International Rhino Foundation Awards $100,000 Grant To The Southern African Wildlife CollegeJuly 21, 2020
Provides support for ongoing training and aerial and K9 units to counter poaching of rhinos and other wildlife crimes.
July 21, 2020, Strasburg, VA – The International Rhino Foundation (IRF) announced today a $100,000 grant to the Southern African Wildlife College (SAWC) to support training and anti-poaching operations to protect rhinos in the wild.
SAWC, established in 1997, provides training to natural resource managers from across Africa. SAWC also directly operates the K9 and aerial support units in Kruger National Park in South Africa and surrounding reserves. Kruger is home to the largest concentration of rhinos on the planet and faces intense poaching pressure.
IRF has partnered with SAWC in the past to provide K9 units and training to game reserve partners. “We have been extremely impressed with their work and K9 units are a valuable asset in protecting rhinos,” said Nina Fascione, IRF’s executive director. “We look forward to expanding our partnership to help protect some of the world’s most important rhino populations.”

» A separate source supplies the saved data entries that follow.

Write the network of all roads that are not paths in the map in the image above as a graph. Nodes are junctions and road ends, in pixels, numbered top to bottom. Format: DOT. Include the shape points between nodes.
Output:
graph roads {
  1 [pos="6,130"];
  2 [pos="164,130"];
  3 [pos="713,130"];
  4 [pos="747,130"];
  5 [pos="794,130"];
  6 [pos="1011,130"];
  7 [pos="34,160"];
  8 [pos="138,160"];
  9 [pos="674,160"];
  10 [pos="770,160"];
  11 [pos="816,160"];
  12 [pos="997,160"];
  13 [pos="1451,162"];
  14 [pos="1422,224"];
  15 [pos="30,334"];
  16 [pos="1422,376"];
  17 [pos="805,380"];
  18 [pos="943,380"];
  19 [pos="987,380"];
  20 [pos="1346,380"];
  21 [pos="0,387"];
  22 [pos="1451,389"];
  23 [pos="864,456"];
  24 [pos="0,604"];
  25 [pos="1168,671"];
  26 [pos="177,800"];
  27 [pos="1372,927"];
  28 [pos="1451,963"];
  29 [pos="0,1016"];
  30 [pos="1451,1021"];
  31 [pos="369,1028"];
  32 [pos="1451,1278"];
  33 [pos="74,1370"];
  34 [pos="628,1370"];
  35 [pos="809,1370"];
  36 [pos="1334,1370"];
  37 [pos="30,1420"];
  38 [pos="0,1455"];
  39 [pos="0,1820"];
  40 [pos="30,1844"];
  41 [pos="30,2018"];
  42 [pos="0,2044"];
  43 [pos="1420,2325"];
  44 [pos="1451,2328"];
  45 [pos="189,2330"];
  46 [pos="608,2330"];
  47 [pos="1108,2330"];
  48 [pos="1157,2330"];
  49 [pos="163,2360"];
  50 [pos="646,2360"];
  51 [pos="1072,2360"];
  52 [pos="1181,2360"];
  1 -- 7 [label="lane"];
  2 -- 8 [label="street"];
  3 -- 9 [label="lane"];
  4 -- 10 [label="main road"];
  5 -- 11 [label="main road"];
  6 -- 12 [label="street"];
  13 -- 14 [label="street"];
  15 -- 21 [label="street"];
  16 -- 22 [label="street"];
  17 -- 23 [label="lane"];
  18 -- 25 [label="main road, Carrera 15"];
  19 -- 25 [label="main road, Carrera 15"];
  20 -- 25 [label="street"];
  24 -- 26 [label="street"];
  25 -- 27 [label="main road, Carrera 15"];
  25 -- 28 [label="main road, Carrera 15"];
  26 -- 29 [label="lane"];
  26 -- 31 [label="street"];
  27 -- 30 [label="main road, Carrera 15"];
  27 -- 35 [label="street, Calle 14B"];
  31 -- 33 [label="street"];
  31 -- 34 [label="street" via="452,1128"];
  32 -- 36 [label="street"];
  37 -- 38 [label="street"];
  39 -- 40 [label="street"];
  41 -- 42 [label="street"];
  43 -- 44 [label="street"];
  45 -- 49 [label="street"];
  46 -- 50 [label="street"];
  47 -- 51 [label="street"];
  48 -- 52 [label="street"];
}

SAWC’s accredited K9 Unit trains both rangers and dogs in the disciplines needed to assist in the detection and apprehension of poachers. The college provides trained line dogs that track poachers on game reserves as well as training to rangers who work with dogs.
IRF provided funding to Big Game Parks in eSwatini for two dogs and ranger training through SAWC. “A well-trained Rhino dog and its handler are powerful weapons against wildlife crime and playing an increasingly important role in African rhino anti-poaching efforts,” said Fascione.
SAWC has developed and tested an innovative strategy to counter poaching threats. Through the combination of well-trained field rangers and the addition of free-running canine assets, anti-poaching successes on the ground have increased from 3 – 5 % without a canine asset, to over 60% with the use of both on-leash and free-tracking dogs.
In addition to K9 units, SAWC utilizes aerial support as well as community engagement, addressing surrounding communities’ livelihoods as well as better land use practices to sustain viable ecosystems as part of a cohesive and holistic strategy to protect and steward wildlife populations.
The best practices learned in the field have translated to a broad curriculum that builds skills in conservation and wildlife management. The college also offers courses in nature-based tourism and community-based natural resource management as well as specialized training designed to meet the needs of rangers and other game reserve personnel.
Since its inception, SAWC has trained more than 18,000 students from 56 countries and 127 wildlife areas. SAWC is currently closed due to COVID-19 mitigation efforts in South Africa and has felt the pandemic’s economic impact. Part of the IRF funding will help pay for salaries of trainers and the staff who run the K9 and aerial support units.
“We are pleased to provide funding at a critical time to proven programs that keep rhinos safe and to help train the future conservation leaders in southern Africa,” said Fascione.